I am notoriously known to overwork myself. However, if it came down to a job interview, I could tailor this statement to fit my favor. Dedication, passion, call it what you want, but at the end of the day, I prefer to be exhausted.
And my defining word of the past few weeks? Exhausted. Between finals, saying goodbye, attending dozens of graduation parties, hosting my own graduation party, and praying my cap wouldn’t slip off my head as I crossed the stage to accept my diploma, I am wiped out. I often find myself wondering at night as I lay in bed still fully clothed and with the lights still on, do I really want to keep this up?
Short answer: no.
Long answer: OF COURSE.
Let me start this train of explanation with the aching pain erupting from the left side of my mouth. (Yes, I am that girl who schedules her teeth fillings the day after graduation, just to get it over with.) But now, as the Novocain is starting to linger, it’s hitting me just how tired I actually am. I could use a nap, a massage, an iced coffee, or a vacation to the Bahamas. But couldn’t we all?

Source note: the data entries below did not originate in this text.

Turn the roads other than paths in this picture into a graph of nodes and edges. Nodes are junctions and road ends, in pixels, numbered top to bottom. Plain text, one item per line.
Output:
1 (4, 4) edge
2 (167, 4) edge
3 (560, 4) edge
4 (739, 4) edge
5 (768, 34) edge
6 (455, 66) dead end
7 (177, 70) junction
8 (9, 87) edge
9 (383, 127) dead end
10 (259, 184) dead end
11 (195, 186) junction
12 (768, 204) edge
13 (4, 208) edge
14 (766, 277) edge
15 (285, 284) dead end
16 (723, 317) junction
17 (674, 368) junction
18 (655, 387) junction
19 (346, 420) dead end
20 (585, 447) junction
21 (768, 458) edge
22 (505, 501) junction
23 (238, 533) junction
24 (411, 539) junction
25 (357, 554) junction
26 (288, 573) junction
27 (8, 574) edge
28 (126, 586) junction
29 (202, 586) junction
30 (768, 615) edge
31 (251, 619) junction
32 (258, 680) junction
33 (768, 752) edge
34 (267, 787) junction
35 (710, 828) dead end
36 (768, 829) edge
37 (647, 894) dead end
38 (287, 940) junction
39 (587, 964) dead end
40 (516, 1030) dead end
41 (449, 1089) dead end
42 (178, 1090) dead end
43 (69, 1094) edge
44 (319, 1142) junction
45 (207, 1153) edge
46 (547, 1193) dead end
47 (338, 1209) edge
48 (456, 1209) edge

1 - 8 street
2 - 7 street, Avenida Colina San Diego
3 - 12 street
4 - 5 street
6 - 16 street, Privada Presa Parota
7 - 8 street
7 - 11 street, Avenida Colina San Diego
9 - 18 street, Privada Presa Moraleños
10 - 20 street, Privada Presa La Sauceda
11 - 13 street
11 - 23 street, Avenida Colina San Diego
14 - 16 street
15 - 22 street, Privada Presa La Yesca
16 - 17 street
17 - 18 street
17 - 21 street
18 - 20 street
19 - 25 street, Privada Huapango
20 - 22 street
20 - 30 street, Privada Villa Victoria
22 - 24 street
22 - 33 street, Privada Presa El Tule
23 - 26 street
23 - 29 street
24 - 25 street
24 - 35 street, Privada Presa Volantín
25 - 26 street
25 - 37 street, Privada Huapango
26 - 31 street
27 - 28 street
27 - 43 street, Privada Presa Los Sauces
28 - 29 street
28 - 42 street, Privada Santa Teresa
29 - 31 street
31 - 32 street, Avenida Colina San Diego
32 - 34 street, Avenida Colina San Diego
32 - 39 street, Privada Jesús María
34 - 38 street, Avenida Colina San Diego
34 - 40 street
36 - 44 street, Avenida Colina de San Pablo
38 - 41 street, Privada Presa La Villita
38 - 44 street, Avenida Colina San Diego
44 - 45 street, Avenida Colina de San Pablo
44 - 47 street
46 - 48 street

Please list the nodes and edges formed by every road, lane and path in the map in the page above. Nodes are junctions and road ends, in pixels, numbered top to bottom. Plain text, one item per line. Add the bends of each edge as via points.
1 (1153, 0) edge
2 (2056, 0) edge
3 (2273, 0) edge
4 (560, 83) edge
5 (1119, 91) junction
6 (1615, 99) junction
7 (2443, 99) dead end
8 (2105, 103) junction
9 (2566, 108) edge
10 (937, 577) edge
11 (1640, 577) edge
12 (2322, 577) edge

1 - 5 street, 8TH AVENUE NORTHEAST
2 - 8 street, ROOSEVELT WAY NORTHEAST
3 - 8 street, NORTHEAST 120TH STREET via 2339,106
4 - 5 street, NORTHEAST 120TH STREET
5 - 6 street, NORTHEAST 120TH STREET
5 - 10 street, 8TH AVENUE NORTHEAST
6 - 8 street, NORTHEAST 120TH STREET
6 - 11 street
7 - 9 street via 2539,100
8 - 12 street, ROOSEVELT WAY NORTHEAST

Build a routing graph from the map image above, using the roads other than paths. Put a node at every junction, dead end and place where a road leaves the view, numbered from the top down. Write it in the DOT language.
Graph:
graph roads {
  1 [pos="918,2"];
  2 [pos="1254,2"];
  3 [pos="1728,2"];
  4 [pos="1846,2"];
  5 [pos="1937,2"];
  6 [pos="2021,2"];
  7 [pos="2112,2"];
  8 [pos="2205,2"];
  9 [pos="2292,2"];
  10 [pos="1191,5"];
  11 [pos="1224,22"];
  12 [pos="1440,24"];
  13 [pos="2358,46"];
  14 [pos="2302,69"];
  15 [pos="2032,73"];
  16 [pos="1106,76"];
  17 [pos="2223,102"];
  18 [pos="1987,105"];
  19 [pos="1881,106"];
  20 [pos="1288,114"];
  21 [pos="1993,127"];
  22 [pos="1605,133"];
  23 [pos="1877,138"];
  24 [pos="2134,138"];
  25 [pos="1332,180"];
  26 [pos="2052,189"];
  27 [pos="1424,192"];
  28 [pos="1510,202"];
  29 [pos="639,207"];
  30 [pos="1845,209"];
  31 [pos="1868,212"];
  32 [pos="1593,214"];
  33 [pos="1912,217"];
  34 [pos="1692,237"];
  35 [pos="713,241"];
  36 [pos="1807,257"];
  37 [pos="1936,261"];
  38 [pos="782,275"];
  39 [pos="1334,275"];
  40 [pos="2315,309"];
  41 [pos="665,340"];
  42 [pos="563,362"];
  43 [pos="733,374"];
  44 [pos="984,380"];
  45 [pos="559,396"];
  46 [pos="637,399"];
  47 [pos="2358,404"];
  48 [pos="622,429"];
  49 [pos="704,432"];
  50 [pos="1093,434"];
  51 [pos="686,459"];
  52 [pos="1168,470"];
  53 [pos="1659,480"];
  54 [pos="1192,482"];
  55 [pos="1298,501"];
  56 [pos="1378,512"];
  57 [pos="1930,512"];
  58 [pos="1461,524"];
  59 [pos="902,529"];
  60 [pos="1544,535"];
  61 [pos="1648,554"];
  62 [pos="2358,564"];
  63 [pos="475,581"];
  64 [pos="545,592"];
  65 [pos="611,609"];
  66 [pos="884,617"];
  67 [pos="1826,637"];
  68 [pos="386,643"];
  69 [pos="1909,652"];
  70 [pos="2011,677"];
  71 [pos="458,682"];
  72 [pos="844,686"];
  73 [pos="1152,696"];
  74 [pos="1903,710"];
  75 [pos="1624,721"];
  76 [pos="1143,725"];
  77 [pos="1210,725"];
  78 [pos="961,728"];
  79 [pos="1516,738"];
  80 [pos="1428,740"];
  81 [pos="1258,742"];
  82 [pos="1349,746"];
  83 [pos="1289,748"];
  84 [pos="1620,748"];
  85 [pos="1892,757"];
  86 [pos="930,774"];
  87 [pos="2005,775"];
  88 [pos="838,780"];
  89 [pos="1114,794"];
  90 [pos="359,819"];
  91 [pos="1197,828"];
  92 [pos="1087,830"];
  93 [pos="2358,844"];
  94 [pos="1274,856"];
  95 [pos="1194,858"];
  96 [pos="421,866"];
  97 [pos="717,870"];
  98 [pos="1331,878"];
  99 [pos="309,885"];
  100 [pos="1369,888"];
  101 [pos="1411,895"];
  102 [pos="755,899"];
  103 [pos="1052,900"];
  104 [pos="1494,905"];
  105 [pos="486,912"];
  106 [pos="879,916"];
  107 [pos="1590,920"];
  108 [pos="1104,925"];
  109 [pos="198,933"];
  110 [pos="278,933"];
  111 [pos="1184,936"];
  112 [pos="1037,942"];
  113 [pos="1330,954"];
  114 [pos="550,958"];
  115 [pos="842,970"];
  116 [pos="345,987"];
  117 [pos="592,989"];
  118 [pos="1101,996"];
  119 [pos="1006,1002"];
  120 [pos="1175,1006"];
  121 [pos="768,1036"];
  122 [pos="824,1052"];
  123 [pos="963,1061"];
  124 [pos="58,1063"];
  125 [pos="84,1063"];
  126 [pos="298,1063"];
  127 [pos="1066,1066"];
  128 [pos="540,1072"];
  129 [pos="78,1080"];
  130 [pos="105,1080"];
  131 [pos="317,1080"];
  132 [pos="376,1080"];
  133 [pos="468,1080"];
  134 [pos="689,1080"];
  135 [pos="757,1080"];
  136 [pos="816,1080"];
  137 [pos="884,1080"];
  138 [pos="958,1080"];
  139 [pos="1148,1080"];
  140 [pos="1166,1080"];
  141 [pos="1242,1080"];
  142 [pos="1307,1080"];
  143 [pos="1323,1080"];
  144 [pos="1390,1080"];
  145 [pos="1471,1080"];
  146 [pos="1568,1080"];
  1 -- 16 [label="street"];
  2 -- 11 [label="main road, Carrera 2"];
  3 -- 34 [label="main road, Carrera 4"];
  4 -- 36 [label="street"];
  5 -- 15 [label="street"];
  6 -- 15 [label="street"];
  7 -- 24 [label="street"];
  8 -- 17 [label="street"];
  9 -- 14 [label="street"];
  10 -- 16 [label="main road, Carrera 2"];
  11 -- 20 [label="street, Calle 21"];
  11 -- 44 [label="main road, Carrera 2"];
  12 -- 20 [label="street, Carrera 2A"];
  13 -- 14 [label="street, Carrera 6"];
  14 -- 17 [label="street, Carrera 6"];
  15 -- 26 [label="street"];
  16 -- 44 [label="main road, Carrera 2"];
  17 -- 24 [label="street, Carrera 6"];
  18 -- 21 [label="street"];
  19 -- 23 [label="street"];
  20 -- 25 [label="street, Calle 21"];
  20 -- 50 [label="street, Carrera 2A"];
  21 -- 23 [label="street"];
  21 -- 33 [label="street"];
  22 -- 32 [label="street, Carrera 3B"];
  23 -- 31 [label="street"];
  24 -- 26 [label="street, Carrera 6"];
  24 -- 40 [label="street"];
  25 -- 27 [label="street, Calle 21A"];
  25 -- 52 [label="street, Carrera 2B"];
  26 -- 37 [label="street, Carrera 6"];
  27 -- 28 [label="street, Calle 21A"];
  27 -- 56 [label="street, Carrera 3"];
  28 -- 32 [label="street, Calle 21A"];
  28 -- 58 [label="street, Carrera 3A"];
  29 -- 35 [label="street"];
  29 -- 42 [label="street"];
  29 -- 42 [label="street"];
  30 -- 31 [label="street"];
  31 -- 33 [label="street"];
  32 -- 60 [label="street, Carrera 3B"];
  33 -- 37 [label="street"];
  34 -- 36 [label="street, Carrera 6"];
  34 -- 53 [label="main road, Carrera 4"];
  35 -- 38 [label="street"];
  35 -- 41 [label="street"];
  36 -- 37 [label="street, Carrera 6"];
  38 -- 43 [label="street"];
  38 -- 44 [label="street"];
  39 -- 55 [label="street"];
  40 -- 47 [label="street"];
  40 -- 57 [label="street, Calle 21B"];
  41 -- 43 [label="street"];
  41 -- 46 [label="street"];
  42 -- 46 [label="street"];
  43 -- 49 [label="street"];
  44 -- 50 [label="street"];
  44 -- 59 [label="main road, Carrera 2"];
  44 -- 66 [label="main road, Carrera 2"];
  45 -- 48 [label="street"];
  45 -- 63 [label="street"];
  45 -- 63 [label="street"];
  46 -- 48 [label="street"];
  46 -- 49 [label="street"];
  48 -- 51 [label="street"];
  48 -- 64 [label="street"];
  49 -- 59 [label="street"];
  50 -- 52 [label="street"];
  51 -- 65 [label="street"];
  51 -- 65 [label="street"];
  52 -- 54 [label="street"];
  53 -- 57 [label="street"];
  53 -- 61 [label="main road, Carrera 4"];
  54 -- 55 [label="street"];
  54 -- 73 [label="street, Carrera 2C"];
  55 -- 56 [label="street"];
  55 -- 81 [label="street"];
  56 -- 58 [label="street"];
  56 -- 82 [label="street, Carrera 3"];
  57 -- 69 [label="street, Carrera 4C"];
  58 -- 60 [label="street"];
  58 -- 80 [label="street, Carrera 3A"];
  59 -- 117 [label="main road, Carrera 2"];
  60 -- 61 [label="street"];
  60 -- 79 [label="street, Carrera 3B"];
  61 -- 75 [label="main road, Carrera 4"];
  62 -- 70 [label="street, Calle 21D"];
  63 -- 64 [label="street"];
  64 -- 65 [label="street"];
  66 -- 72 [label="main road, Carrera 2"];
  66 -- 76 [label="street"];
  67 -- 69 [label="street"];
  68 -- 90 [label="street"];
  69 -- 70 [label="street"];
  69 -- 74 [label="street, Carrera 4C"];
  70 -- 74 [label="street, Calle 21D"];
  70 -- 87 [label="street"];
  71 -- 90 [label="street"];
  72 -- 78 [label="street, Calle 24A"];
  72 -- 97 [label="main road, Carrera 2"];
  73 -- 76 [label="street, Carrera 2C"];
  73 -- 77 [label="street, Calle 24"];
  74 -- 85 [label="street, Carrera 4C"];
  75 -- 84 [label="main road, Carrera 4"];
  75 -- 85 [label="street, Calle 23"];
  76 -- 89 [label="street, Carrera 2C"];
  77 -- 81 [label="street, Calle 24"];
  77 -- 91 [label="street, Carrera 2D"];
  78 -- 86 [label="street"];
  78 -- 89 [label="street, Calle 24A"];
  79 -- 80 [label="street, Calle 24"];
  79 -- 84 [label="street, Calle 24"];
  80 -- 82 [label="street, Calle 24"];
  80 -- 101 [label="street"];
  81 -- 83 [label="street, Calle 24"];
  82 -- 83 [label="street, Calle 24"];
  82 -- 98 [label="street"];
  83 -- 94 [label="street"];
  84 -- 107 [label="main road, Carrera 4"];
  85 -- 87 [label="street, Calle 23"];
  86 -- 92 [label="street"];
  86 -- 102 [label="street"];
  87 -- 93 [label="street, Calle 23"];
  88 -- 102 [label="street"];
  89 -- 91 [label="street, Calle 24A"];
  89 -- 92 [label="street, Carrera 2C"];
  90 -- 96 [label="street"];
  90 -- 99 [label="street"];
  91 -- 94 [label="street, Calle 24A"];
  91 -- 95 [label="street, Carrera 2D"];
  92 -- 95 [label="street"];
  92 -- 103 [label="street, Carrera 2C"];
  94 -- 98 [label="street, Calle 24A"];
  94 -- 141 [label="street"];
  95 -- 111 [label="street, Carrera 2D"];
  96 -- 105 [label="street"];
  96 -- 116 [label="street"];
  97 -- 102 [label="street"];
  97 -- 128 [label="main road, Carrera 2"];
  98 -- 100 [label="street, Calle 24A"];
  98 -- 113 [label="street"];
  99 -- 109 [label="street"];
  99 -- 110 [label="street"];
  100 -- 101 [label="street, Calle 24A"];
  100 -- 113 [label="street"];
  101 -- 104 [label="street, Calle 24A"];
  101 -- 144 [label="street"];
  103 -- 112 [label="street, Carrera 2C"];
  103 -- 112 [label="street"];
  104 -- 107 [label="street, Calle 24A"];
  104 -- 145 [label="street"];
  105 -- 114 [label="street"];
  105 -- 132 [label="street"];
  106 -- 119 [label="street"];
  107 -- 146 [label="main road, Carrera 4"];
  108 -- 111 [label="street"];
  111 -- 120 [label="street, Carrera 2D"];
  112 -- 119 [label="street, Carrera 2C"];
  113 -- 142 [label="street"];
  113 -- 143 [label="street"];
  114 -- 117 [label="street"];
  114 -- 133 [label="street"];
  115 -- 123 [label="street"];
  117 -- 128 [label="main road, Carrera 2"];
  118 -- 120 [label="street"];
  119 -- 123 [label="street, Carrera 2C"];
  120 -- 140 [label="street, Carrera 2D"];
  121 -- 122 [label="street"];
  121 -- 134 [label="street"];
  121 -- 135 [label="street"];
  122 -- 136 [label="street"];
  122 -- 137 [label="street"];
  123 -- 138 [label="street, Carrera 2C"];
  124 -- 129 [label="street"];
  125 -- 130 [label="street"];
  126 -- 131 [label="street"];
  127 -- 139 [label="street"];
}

Despite my heavy eyelids though, I want to work. The best way for me to get rid of this pain isn’t through pills (or liquid painkiller), it’s through distracting my mind with the thing I love best.
And for that reason, even though my head pounds from change, emotions, and dental drilling, I opened my laptop when I got home, and started clicking away on my keys.
To conclude the long answer, yes, I really do want to keep it up. By “it”, I don’t mean the lack of sleep-lack of patience-lack of tissues-lack of time, weariness brought on by this phase of my life. I’m talking about the reason I jump out of bed in the morning to flip through my favorite novel. I’m talking about the feeling I get when I place the final period on my latest manuscript.
I’m talking about the satisfaction of closing my eyes after a long (but merrily productive) day, knowing that I didn’t let the world shape me, but rather, I shaped the world in my own way.
Despite my circumstances, ailments, or setbacks, I have work to do here.
I’m also probably going to go take some Tylenol, then post this blog.